Я добавил, что она, естественно, должна слушаться своего сердца. Но если откажет ему и сократит каникулы, значит, наш план провалится.
– Но было бы несправедливо водить его за нос, – возразила она. Ей и в голову не приходило, что она уже это делает.
– Не волнуйтесь, я постараюсь, чтобы он не сделал предложения, – заверила она. Я осведомился, каким образом у нее это получится.
– Пущу в ход женские хитрости, разумеется. Намеки на то, что для такого рода предложений всегда есть местечко получше, поживописнее. Буду держать его на расстоянии, одновременно завлекая.
Возможно, для этой цели пригодятся ее любимые дешевые романы.
Она была совершенно уверена, что сможет уговорить любовника бросить якорь в указанном месте.
– Я буду действовать на его… как это… подсознание. Очень осторожно.
Я уверил, что ее желание – закон для любовника. Ну… или слово… все равно.
– Лоуренс, – ответила она, – вы же знаете, моя беда с мужчинами в том…
Она осеклась. Тема была слишком обширна.
Она села в шлюпку, и мы отплыли.
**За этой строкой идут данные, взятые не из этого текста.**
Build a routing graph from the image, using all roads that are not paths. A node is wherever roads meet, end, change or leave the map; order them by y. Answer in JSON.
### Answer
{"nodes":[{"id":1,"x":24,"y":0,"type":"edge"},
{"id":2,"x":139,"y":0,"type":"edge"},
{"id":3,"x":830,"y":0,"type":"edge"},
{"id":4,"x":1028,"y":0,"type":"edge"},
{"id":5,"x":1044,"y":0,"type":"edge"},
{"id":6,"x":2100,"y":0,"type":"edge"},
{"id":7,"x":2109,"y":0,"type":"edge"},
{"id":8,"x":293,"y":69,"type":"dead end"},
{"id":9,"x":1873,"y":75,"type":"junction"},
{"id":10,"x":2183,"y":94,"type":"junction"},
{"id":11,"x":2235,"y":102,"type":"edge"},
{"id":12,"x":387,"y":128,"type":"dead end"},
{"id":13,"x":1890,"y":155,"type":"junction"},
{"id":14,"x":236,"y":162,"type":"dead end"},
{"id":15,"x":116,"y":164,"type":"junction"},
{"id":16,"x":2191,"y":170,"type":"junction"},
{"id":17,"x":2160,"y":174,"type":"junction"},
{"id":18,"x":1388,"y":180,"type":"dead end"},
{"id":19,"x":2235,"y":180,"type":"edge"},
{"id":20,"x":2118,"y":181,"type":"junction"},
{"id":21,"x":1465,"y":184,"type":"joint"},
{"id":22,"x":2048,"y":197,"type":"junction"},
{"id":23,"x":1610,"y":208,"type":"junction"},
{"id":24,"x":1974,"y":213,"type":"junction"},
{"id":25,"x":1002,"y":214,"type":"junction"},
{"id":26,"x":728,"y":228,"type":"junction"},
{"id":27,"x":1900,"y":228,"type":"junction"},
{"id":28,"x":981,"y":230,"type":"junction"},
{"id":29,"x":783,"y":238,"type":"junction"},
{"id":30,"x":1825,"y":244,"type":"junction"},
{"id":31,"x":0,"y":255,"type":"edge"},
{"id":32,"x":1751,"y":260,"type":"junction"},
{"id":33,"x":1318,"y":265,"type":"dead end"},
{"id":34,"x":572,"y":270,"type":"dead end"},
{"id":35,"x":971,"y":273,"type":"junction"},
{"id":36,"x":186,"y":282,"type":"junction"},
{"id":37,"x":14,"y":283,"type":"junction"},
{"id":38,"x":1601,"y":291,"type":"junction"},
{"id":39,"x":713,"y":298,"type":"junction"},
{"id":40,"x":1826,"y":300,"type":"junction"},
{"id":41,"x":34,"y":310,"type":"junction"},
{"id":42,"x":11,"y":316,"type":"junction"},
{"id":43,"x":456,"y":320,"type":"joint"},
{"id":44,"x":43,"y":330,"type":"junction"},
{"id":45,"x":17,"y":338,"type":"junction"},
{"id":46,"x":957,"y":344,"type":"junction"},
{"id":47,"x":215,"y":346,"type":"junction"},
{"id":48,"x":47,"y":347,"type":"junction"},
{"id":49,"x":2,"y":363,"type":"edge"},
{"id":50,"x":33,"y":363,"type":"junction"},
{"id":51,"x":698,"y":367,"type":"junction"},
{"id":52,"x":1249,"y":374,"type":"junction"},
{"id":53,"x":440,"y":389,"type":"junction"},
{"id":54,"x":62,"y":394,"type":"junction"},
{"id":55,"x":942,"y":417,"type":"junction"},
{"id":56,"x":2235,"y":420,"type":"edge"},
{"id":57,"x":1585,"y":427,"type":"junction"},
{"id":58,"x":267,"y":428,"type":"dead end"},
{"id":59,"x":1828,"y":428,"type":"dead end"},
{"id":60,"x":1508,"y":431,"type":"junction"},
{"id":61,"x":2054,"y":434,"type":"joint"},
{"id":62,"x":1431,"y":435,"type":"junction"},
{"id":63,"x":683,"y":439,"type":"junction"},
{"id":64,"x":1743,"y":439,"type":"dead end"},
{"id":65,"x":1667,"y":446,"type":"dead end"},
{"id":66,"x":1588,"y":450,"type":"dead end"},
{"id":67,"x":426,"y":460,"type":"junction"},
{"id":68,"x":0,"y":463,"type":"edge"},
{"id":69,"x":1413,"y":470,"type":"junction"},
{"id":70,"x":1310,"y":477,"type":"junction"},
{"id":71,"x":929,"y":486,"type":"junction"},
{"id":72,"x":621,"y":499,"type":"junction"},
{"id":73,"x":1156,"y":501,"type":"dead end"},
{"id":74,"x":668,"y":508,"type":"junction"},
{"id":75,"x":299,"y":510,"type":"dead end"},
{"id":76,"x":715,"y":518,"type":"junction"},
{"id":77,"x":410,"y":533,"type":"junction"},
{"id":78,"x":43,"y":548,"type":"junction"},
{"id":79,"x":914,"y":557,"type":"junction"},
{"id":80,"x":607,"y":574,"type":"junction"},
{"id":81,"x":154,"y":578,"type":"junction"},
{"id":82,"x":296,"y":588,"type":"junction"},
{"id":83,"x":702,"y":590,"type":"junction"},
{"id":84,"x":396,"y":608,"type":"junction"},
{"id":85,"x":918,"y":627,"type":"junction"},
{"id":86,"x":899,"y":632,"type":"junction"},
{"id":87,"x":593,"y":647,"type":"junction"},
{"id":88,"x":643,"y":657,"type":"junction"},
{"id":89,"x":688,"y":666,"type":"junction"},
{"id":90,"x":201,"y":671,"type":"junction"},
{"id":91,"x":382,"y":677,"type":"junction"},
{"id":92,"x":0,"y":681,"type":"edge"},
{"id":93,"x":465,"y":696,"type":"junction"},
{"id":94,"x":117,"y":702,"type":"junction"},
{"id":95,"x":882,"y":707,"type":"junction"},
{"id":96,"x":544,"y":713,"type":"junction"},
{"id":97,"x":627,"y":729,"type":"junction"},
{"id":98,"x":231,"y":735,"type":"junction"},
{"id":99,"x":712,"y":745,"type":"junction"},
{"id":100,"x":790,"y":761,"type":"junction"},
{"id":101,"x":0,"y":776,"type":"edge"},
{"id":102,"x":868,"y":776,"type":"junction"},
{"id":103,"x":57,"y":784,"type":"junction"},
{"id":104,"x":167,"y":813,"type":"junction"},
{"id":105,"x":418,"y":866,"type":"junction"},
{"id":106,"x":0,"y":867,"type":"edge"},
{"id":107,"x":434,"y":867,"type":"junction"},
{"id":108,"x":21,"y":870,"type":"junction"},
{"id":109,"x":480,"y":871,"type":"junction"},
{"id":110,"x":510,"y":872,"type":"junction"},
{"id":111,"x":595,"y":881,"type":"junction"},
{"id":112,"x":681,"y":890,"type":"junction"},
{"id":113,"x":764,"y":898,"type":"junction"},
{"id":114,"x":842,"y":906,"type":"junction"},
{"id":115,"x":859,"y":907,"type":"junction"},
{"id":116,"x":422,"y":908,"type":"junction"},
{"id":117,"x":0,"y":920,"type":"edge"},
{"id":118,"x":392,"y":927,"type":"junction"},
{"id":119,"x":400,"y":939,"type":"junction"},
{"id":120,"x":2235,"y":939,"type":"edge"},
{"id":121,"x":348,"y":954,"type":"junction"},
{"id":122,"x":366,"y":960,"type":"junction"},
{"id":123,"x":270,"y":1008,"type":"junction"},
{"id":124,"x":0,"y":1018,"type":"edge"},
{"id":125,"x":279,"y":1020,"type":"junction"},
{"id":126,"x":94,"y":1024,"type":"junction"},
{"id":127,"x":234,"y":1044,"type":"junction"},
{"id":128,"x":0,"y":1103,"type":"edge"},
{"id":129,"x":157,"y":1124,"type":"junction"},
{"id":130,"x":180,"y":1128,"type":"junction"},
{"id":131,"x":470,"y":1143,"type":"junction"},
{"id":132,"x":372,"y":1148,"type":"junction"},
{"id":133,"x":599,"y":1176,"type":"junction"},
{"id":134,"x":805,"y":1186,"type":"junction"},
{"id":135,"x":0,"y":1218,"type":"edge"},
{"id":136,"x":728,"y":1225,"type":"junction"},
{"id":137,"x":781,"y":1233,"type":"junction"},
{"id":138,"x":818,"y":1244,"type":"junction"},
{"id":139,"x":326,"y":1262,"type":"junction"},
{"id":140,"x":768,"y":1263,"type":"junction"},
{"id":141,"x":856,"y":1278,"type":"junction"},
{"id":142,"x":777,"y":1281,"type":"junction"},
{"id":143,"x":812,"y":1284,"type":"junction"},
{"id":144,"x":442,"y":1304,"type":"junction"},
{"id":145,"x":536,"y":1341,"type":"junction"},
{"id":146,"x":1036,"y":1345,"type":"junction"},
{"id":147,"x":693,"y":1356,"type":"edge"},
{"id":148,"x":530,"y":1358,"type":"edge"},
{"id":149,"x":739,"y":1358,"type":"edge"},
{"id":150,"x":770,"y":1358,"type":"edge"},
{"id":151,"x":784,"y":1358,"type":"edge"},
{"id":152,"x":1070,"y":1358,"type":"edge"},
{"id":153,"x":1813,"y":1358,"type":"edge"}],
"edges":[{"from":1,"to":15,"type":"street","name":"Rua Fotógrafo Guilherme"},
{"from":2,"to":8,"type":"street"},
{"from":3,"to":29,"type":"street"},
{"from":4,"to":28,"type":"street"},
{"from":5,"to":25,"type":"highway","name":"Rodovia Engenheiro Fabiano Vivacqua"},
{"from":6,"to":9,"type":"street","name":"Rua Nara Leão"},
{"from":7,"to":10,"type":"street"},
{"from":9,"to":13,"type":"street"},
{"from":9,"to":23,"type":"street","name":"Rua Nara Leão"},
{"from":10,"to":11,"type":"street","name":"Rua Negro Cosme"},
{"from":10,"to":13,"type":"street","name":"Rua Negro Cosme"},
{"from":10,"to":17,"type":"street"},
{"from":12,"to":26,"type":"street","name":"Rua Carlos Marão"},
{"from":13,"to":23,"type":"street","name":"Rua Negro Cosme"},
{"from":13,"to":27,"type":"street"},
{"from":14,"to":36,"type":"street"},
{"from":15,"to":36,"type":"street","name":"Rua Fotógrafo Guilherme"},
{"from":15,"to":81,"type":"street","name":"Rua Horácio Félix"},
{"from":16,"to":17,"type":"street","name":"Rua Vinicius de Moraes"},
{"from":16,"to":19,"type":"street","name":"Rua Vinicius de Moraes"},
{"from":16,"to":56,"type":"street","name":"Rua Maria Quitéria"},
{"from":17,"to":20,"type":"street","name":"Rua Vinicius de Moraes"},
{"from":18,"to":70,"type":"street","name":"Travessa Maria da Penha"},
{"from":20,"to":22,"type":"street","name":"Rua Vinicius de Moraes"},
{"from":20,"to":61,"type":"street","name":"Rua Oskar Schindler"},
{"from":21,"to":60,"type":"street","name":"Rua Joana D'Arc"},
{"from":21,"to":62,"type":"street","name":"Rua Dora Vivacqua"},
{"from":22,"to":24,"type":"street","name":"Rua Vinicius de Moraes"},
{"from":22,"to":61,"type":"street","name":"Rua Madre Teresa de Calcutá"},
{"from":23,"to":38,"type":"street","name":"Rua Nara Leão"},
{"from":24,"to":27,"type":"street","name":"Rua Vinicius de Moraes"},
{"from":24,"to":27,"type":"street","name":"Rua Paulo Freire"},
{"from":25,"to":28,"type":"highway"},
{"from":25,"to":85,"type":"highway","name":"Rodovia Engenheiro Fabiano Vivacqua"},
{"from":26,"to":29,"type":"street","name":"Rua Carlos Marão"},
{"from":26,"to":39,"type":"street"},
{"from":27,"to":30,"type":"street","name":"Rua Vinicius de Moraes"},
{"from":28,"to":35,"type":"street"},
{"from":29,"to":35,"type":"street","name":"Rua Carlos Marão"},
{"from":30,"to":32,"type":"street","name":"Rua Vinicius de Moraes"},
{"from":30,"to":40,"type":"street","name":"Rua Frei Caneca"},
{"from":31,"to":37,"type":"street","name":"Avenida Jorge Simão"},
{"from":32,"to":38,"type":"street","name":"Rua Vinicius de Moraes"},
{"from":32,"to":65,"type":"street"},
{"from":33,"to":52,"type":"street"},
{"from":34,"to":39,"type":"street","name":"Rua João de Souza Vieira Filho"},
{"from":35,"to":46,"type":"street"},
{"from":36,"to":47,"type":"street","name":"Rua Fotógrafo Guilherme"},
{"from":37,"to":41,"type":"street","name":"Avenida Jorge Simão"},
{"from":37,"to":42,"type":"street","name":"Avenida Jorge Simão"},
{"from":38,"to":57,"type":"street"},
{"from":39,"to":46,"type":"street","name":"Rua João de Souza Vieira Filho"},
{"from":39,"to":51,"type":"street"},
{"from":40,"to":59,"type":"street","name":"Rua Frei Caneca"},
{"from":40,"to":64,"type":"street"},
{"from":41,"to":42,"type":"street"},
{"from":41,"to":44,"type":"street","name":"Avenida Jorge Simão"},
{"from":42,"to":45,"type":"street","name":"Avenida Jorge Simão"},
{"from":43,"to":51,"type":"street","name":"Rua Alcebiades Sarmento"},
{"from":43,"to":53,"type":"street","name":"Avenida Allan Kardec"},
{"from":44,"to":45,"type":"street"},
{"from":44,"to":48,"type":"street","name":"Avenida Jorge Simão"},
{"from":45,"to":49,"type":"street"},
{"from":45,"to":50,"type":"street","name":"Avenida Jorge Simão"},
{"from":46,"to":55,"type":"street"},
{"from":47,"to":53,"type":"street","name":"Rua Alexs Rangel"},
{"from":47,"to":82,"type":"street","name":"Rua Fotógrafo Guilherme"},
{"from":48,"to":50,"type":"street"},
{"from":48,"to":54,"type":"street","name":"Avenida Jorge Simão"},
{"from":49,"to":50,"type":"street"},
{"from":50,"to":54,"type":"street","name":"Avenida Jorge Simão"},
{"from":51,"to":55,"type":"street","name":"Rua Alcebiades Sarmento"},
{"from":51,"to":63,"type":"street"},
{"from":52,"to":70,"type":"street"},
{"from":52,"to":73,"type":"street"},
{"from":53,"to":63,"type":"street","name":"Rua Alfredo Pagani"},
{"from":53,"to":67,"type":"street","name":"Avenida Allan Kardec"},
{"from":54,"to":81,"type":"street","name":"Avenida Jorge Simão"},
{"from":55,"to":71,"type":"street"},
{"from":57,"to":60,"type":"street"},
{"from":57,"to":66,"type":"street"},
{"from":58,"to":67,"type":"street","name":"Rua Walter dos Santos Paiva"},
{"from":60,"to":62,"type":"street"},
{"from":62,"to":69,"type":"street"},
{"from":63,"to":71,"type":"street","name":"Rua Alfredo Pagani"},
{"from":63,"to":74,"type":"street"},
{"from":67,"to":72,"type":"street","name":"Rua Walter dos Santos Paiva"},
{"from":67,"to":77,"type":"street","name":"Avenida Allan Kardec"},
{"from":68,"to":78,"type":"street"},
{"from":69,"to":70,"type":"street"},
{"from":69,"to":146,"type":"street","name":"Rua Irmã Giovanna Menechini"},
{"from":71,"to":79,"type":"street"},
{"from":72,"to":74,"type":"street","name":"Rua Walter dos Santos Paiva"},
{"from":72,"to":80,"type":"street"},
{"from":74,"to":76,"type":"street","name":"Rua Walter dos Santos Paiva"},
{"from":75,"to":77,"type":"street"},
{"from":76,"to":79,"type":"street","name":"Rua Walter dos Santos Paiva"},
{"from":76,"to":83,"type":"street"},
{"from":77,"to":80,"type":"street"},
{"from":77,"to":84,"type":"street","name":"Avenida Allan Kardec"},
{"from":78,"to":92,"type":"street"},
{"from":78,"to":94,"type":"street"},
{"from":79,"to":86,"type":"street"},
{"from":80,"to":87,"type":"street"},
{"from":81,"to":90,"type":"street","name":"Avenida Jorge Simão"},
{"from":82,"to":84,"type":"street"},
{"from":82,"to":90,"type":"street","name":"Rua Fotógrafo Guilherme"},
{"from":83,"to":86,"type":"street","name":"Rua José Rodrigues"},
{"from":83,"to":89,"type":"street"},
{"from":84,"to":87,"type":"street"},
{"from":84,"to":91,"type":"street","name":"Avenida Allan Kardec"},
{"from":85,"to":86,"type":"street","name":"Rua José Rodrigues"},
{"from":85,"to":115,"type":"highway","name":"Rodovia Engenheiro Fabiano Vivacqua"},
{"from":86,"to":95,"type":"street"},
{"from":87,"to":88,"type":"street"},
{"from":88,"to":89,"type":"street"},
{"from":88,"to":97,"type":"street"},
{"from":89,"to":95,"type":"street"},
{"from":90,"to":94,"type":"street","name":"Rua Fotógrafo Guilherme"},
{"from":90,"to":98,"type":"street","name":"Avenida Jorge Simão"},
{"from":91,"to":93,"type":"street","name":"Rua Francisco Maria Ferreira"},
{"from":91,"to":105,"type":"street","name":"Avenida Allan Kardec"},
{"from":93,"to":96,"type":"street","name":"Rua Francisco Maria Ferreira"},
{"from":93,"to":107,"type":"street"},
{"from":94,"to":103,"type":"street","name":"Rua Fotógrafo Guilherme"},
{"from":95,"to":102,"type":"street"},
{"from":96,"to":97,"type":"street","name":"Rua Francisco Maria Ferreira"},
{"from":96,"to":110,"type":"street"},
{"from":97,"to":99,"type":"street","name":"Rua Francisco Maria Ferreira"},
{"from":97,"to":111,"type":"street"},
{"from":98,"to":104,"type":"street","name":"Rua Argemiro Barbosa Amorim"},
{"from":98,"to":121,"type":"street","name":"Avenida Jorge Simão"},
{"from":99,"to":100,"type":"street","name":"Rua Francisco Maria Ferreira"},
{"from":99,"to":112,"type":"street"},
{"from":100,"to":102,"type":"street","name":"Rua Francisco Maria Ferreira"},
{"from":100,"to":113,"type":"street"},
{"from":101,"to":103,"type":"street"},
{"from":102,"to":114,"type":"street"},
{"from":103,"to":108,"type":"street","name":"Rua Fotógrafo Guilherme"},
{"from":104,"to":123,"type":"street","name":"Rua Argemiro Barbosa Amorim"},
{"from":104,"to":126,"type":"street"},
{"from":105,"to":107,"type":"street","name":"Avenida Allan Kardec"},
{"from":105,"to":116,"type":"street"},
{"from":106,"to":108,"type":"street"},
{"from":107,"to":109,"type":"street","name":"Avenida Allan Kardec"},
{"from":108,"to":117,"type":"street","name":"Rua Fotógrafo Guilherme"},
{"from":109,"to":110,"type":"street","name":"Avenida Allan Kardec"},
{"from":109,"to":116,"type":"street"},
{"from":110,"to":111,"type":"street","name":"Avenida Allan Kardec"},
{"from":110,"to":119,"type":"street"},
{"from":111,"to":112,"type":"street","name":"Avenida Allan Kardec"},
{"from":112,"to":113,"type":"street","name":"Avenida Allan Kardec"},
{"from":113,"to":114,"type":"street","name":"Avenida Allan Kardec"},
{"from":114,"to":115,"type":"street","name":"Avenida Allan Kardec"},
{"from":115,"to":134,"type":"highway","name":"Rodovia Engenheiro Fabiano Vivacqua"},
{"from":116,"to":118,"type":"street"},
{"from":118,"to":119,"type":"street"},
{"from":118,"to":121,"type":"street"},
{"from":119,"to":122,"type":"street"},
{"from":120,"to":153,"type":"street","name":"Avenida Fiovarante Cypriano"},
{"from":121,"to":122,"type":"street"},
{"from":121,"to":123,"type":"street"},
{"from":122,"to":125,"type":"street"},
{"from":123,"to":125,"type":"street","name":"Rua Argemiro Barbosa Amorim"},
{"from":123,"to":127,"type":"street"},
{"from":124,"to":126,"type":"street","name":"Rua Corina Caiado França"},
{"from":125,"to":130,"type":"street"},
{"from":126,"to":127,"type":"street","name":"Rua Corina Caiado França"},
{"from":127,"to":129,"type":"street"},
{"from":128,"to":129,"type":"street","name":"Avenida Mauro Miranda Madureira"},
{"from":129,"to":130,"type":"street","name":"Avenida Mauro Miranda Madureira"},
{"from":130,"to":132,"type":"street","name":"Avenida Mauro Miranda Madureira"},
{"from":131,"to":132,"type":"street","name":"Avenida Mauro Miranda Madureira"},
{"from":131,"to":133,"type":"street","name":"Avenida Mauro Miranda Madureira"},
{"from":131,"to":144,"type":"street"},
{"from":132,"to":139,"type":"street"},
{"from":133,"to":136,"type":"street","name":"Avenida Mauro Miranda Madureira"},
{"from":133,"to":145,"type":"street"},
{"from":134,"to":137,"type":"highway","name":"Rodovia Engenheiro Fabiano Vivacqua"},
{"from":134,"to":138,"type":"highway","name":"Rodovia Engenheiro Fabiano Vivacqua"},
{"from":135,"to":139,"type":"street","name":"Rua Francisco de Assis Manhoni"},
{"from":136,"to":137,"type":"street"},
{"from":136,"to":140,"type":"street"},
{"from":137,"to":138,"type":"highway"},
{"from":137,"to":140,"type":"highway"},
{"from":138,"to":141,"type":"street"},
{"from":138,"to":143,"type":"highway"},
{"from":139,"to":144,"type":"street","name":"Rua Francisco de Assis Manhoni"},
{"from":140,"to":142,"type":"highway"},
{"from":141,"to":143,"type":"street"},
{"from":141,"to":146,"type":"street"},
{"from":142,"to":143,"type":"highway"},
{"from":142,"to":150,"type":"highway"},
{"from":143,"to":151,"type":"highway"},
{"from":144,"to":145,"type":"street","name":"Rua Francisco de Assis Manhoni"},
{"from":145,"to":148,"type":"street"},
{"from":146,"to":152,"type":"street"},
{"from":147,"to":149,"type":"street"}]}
Было начало четвертого, и она сказала, что, хотя обычно встает рано, никому не придет в голову постучать в ее каюту до восьми часов утра. Все решат, что она захотела поспать подольше. Это давало нам пять часов при расстоянии в триста километров. После этого на рифах, пляжах и в воде начнутся поиски.
В машине она положила ноги на бардачок и откинула сиденье. Я думал, что она собирается уснуть, но этого не произошло. Она говорила и говорила. Я почти не помню о чем. И думаю, она тоже. Трещала без умолку. Тогда я был крепче, чем сейчас, греб без всяких усилий и вполне бы мог добраться до берега сам, если бы она не перехватила весла.